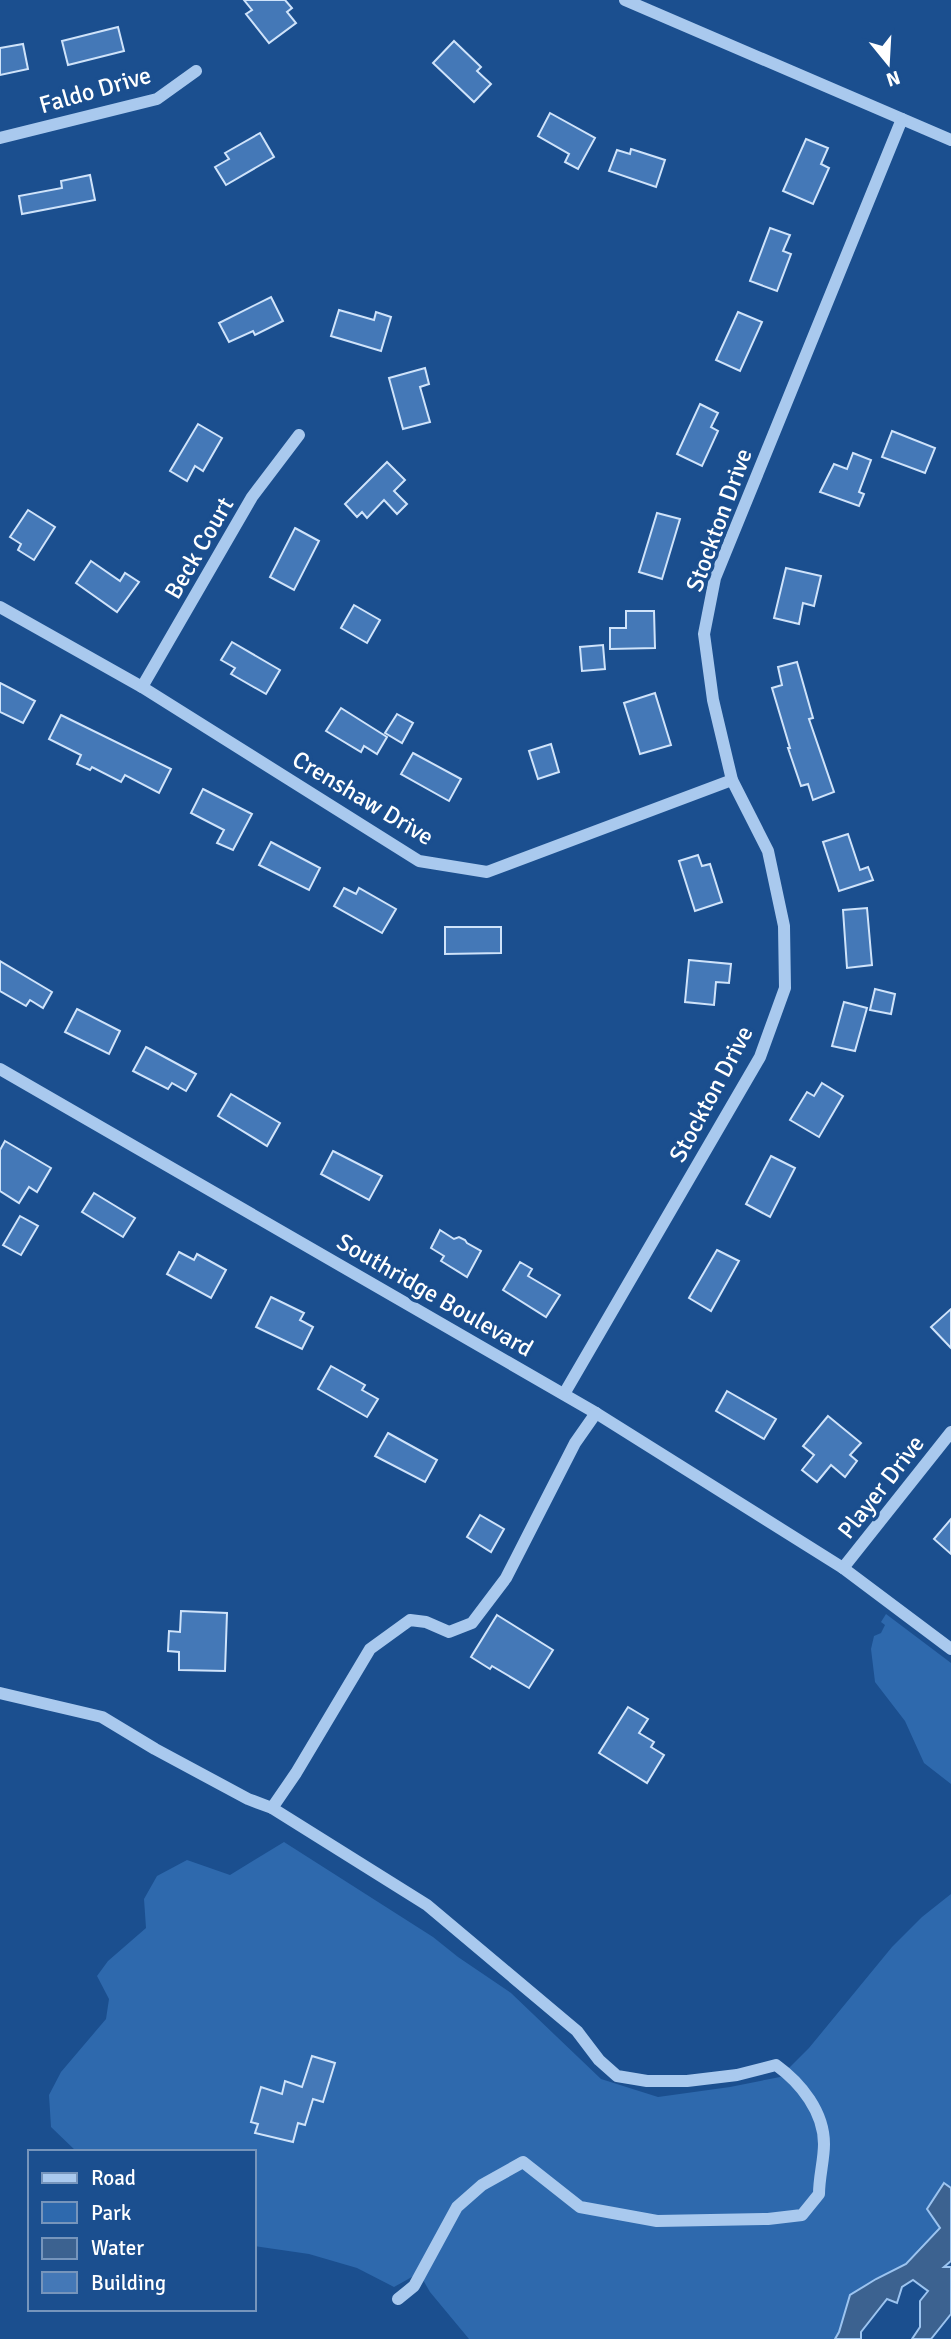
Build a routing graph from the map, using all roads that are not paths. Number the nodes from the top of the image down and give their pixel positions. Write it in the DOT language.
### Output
graph roads {
  1 [pos="625,0"];
  2 [pos="196,71"];
  3 [pos="902,119"];
  4 [pos="0,138"];
  5 [pos="951,140"];
  6 [pos="299,435"];
  7 [pos="0,607"];
  8 [pos="142,687"];
  9 [pos="732,780"];
  10 [pos="0,1069"];
  11 [pos="564,1394"];
  12 [pos="596,1413"];
  13 [pos="951,1432"];
  14 [pos="844,1568"];
  15 [pos="951,1649"];
  16 [pos="0,1693"];
  17 [pos="272,1808"];
  18 [pos="398,2299"];
  1 -- 3 [label="street"];
  2 -- 4 [label="street, Faldo Drive"];
  3 -- 5 [label="street"];
  3 -- 9 [label="street, Stockton Drive"];
  6 -- 8 [label="street, Beck Court"];
  7 -- 8 [label="street, Crenshaw Drive"];
  8 -- 9 [label="street, Crenshaw Drive"];
  9 -- 11 [label="street, Stockton Drive"];
  10 -- 11 [label="street, Southridge Boulevard"];
  11 -- 12 [label="street, Southridge Boulevard"];
  12 -- 14 [label="street, Southridge Boulevard"];
  12 -- 17 [label="street"];
  13 -- 14 [label="street, Player Drive"];
  14 -- 15 [label="street, Southridge Boulevard"];
  16 -- 17 [label="street"];
  17 -- 18 [label="street"];
}
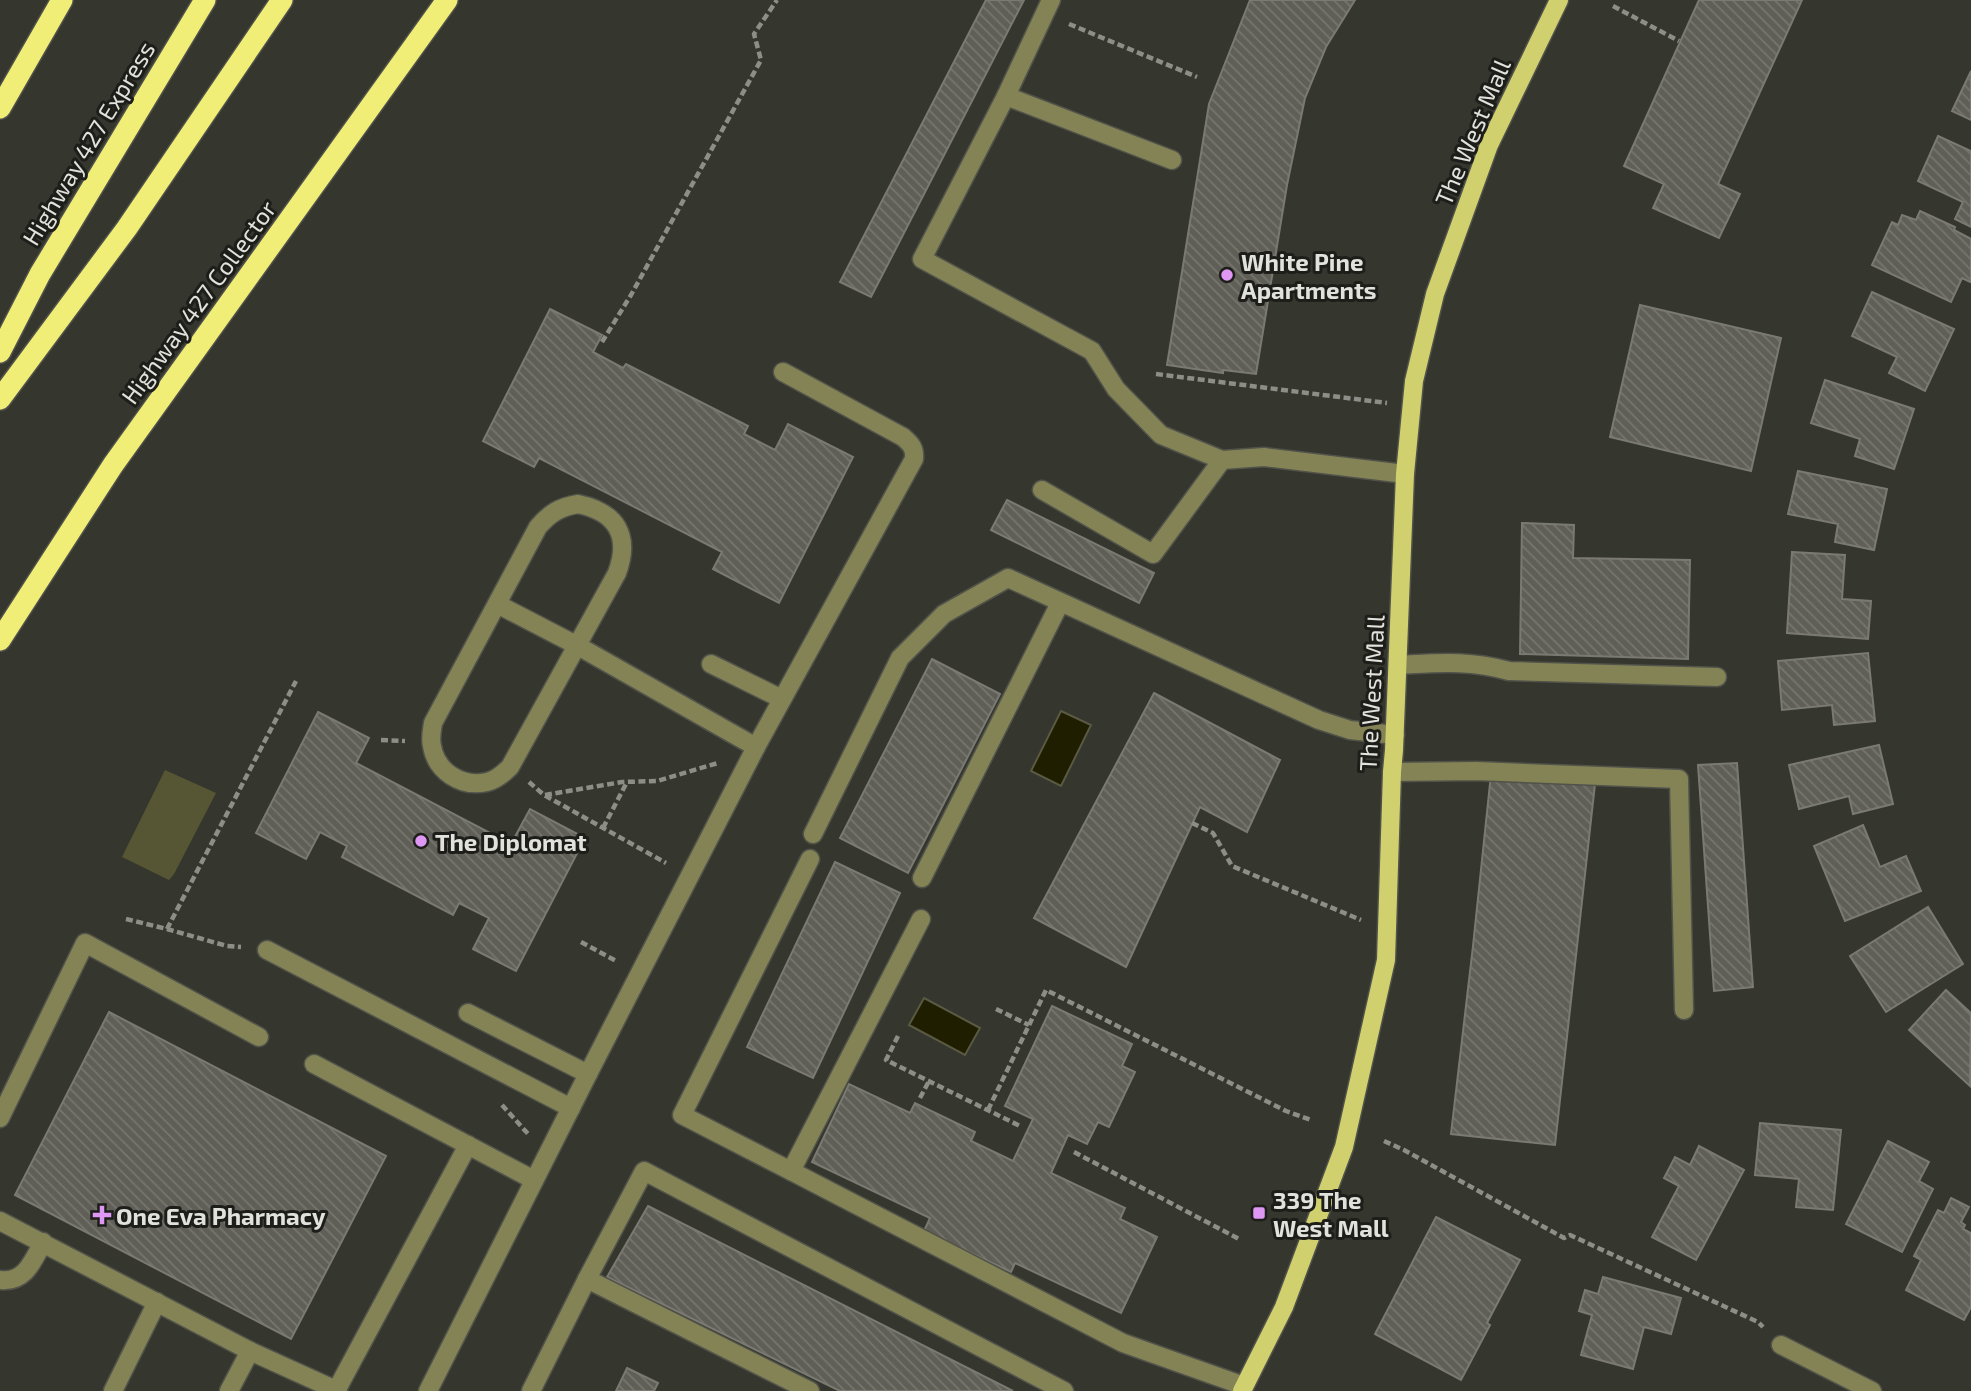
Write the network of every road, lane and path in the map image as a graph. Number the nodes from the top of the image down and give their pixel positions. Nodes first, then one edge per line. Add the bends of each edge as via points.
1 (62, 0) edge
2 (205, 0) edge
3 (282, 0) edge
4 (447, 0) edge
5 (777, 0) edge
6 (1559, 0) edge
7 (1613, 6) dead end
8 (1048, 7) edge
9 (1679, 41) dead end
10 (1197, 77) dead end
11 (1006, 96) junction
12 (0, 108) edge
13 (1171, 160) dead end
14 (602, 342) dead end
15 (0, 352) edge
16 (783, 372) dead end
17 (1156, 374) dead end
18 (0, 399) edge
19 (1411, 406) junction
20 (1222, 460) junction
21 (1405, 474) junction
22 (1042, 490) dead end
23 (1060, 603) junction
24 (497, 604) junction
25 (0, 640) edge
26 (578, 646) junction
27 (711, 664) dead end
28 (1398, 665) junction
29 (1717, 677) dead end
30 (296, 681) dead end
31 (782, 699) junction
32 (1395, 735) junction
33 (757, 747) junction
34 (724, 762) dead end
35 (510, 767) junction
36 (1392, 772) junction
37 (628, 782) junction
38 (544, 795) junction
39 (1192, 822) dead end
40 (603, 828) junction
41 (813, 834) dead end
42 (810, 859) dead end
43 (670, 865) dead end
44 (922, 878) dead end
45 (126, 919) dead end
46 (921, 919) dead end
47 (167, 929) junction
48 (1387, 931) junction
49 (581, 942) dead end
50 (267, 950) joint
51 (619, 962) dead end
52 (996, 1009) dead end
53 (1684, 1010) dead end
54 (468, 1013) dead end
55 (1029, 1025) junction
56 (898, 1036) dead end
57 (259, 1037) dead end
58 (314, 1064) dead end
59 (588, 1074) junction
60 (929, 1081) junction
61 (920, 1098) dead end
62 (500, 1103) dead end
63 (571, 1108) junction
64 (988, 1110) junction
65 (0, 1118) edge
66 (1311, 1120) dead end
67 (1023, 1127) dead end
68 (1384, 1141) dead end
69 (468, 1145) junction
70 (1073, 1152) dead end
71 (548, 1155) junction
72 (792, 1171) junction
73 (534, 1180) junction
74 (0, 1221) edge
75 (1239, 1239) dead end
76 (43, 1242) junction
77 (587, 1279) junction
78 (0, 1280) edge
79 (157, 1302) junction
80 (1781, 1345) joint
81 (250, 1351) junction
82 (1243, 1389) edge
83 (113, 1391) edge
84 (229, 1391) edge
85 (336, 1391) edge
86 (428, 1391) edge
87 (531, 1391) edge
88 (810, 1391) edge
89 (1064, 1391) edge
90 (1872, 1391) edge

1 - 12 highway
2 - 15 highway, Highway 427 Express via 40,274
3 - 18 highway via 127,228
4 - 25 highway, Highway 427 Collector via 113,465
5 - 14 path via 754,34 761,60
6 - 19 main road, The West Mall via 1489,145 1461,220 1435,294
7 - 9 path
8 - 10 path
8 - 11 street
11 - 13 street
11 - 20 street via 922,259 1092,351 1116,389 1161,435
16 - 31 street via 903,438 915,451 908,472
17 - 19 path
19 - 21 main road, The West Mall
20 - 21 street via 1265,457
20 - 22 street via 1153,554
21 - 28 main road, The West Mall
23 - 32 street via 1319,720 1350,730
23 - 41 street via 1008,578 944,614 901,658
23 - 44 street
24 - 26 street
24 - 26 street via 548,514 578,504 594,507 617,527 623,558
24 - 35 street via 433,723 431,742 441,767 462,782 489,782
26 - 33 street
26 - 35 street
27 - 31 street
28 - 29 street via 1462,662 1509,671
28 - 32 main road, The West Mall
30 - 47 path
31 - 33 street
32 - 36 main road, The West Mall
33 - 59 street
34 - 37 path via 657,781
35 - 38 path
36 - 48 main road, The West Mall
36 - 53 street via 1679,779
37 - 38 path
37 - 40 path
38 - 40 path
39 - 48 path via 1213,833 1232,866
40 - 43 path
42 - 72 street via 682,1115
45 - 47 path
46 - 72 street
47 - 50 path via 227,946
48 - 82 main road, The West Mall via 1386,960 1343,1147 1284,1307
49 - 51 path
50 - 63 street
52 - 55 path
54 - 59 street
55 - 64 path
55 - 66 path via 1046,990
56 - 60 path via 886,1060
57 - 65 street via 85,943
58 - 69 street
59 - 63 street
60 - 61 path
60 - 64 path
62 - 71 path
63 - 71 street
64 - 67 path
68 - 80 path via 1564,1238 1570,1235 1758,1322
69 - 73 street
69 - 85 street
70 - 75 path
71 - 73 street
72 - 82 street via 1123,1343
73 - 86 street
74 - 76 street
76 - 78 street via 24,1273
76 - 79 street
77 - 87 street
77 - 88 street
77 - 89 street via 644,1171
79 - 81 street
79 - 83 street
80 - 90 street
81 - 84 street
81 - 85 street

#####

# Task brief
Report each line in the preceding entries that holds the string "highway".

# Solution to the problem
1 - 12 highway
2 - 15 highway, Highway 427 Express via 40,274
3 - 18 highway via 127,228
4 - 25 highway, Highway 427 Collector via 113,465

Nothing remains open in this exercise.